Hey all, I’m wondering about giving NixOS a try. It seems like it’s mostly marketed for development environments and CI, but I haven’t seen much of anything about it being used on production servers. Right now I manage Alma 8 servers with Salt, and bootstrap Salt with a modified version of the ISO. NixOS seems like it could help streamline how I do things. Does anyone use it and have thoughts one way or another?

  • 2xsaiko@discuss.tchncs.de
    link
    fedilink
    English
    arrow-up
    2
    ·
    1 year ago

    Note that unless you really need containers (such as the separate root fs), systemd services can provide pretty much all of container’s isolation. It’s opt-in but systemd-analyze security can tell you about potential things you can lock down. Some NixOS modules already do this by default.

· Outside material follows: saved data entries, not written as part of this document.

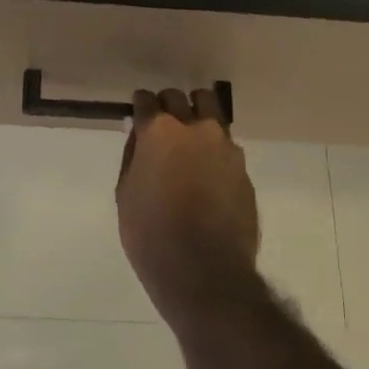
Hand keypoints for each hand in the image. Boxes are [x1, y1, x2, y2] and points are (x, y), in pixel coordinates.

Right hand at [115, 88, 259, 323]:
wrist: (206, 271)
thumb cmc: (152, 236)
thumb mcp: (126, 195)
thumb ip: (134, 157)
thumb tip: (140, 138)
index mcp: (159, 132)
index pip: (146, 100)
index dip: (141, 106)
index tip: (140, 114)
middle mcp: (194, 127)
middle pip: (179, 98)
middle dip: (169, 105)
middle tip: (163, 125)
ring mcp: (224, 144)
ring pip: (210, 110)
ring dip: (197, 115)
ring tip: (191, 139)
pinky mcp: (243, 165)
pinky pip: (225, 144)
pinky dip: (214, 148)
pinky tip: (208, 170)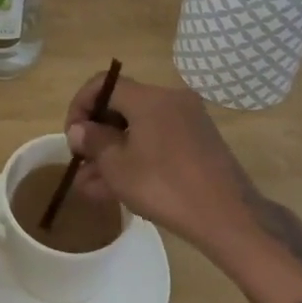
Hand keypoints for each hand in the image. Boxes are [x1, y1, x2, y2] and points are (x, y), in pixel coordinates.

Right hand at [63, 72, 255, 253]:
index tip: (72, 135)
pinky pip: (160, 140)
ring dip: (116, 151)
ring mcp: (188, 120)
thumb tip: (80, 129)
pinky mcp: (200, 141)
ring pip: (140, 128)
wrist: (229, 217)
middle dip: (98, 135)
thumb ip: (94, 142)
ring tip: (92, 185)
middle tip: (82, 162)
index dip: (81, 105)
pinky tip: (121, 187)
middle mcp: (170, 99)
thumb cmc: (166, 187)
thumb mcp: (119, 167)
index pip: (104, 84)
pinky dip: (139, 156)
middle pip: (123, 106)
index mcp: (149, 97)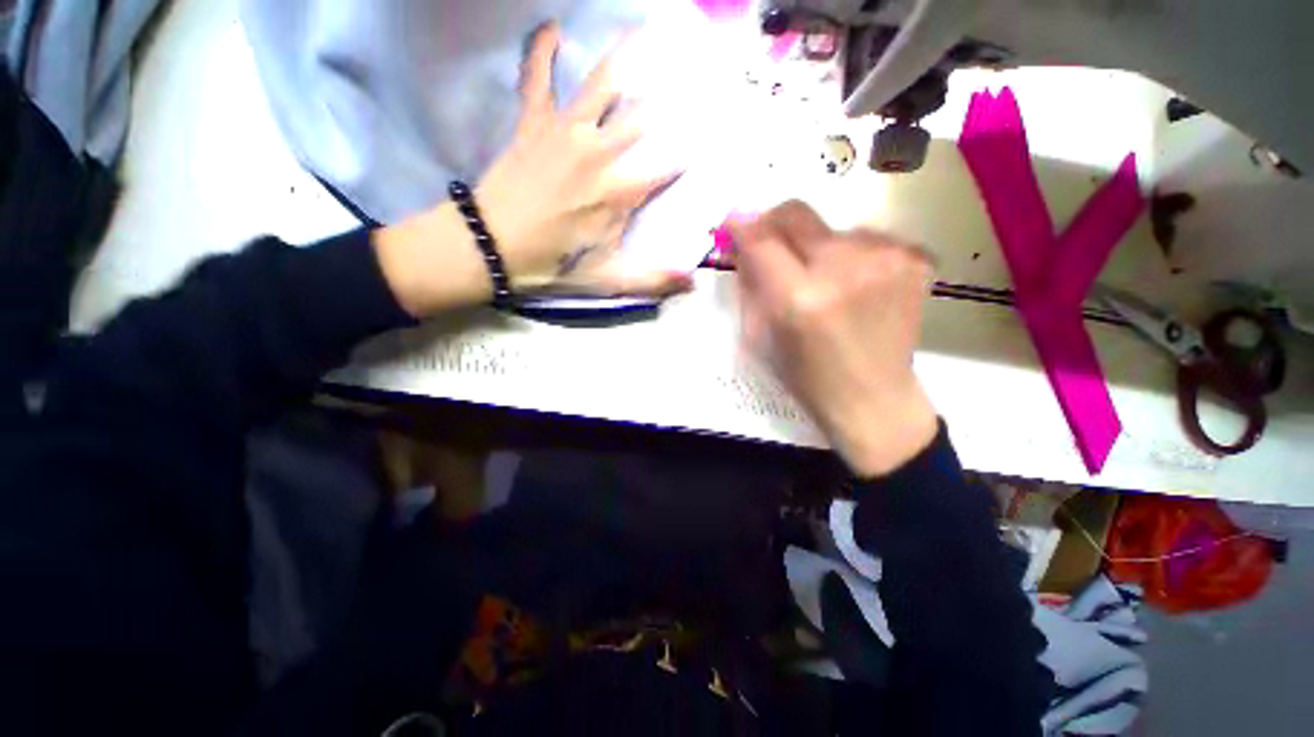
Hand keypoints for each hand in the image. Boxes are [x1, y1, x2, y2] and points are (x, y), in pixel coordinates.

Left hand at [374, 22, 690, 316]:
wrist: (489, 247)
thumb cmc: (552, 265)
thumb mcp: (607, 280)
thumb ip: (652, 281)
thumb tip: (693, 285)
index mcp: (620, 193)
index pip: (670, 166)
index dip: (695, 151)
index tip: (715, 136)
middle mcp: (600, 153)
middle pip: (644, 116)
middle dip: (673, 96)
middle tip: (695, 72)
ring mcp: (565, 132)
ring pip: (601, 83)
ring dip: (625, 56)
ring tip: (646, 31)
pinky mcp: (533, 123)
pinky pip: (537, 76)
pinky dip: (541, 50)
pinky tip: (552, 29)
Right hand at [733, 201, 938, 476]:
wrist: (873, 398)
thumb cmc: (806, 376)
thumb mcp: (758, 336)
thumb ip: (749, 283)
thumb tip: (741, 242)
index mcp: (799, 298)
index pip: (761, 238)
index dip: (741, 225)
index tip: (732, 224)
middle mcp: (845, 268)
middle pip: (797, 213)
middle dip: (773, 223)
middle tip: (769, 244)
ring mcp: (887, 259)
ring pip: (830, 226)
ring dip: (815, 246)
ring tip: (821, 279)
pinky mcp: (915, 258)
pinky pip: (864, 237)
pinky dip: (849, 254)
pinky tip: (853, 284)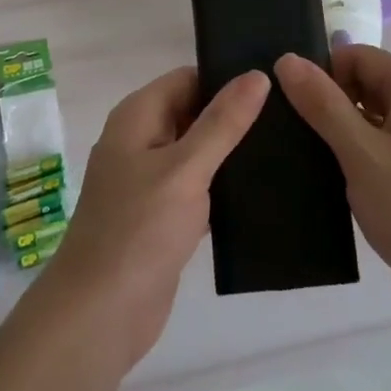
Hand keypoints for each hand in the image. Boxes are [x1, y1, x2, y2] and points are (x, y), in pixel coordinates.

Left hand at [25, 67, 269, 374]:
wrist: (100, 314)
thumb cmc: (139, 230)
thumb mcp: (186, 168)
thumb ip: (222, 122)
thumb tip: (256, 75)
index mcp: (138, 116)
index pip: (188, 78)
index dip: (226, 78)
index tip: (274, 83)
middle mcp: (140, 141)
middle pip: (193, 112)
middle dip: (233, 115)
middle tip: (290, 116)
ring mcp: (149, 181)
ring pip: (198, 152)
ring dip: (231, 152)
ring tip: (287, 147)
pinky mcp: (161, 216)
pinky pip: (198, 187)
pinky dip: (222, 187)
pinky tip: (263, 190)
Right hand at [275, 47, 390, 332]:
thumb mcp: (362, 154)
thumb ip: (323, 104)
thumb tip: (286, 59)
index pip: (356, 56)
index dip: (321, 73)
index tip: (286, 104)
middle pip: (363, 85)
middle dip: (326, 104)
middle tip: (285, 131)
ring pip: (367, 121)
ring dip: (336, 135)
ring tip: (295, 155)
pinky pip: (377, 151)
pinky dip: (352, 159)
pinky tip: (323, 180)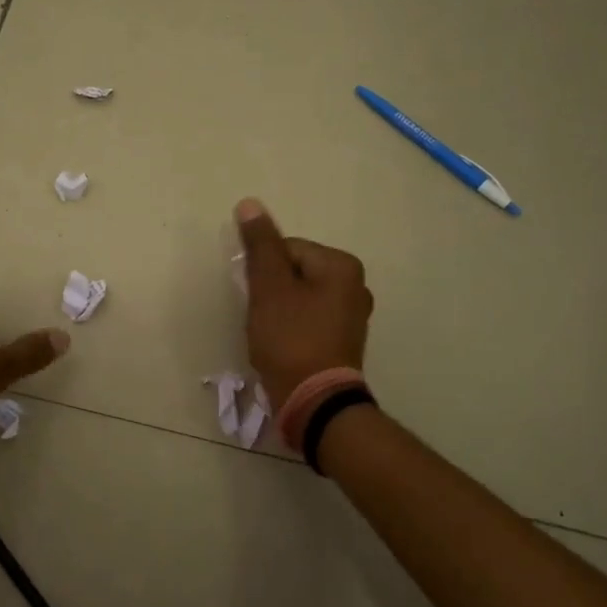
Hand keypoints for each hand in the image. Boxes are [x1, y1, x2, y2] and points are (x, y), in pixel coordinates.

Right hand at [235, 198, 372, 402]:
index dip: (263, 273)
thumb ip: (260, 245)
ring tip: (270, 335)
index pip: (286, 249)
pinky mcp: (344, 341)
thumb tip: (250, 204)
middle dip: (271, 292)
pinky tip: (282, 347)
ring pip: (299, 297)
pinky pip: (309, 320)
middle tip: (262, 319)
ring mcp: (352, 316)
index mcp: (341, 265)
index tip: (257, 299)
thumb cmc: (290, 339)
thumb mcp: (269, 287)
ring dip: (278, 311)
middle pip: (293, 272)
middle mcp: (355, 286)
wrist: (314, 402)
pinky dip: (291, 328)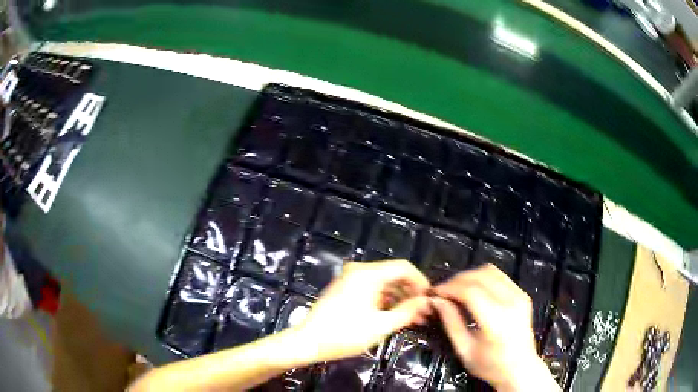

    And together with NixOS’s excellent modules which are usually a lot better than the container experience, personally I don’t see the use case for containers on NixOS especially looking at the added complexity they bring with them.

    • highspireOP
      link
      fedilink
      English
      arrow-up
      2
      ·
      1 year ago

      Ah, good to know, thank you. I hadn’t really considered that if the whole environment is scripted out like it is, then I wouldn’t get as much benefit out of them as I do otherwise. Good tip!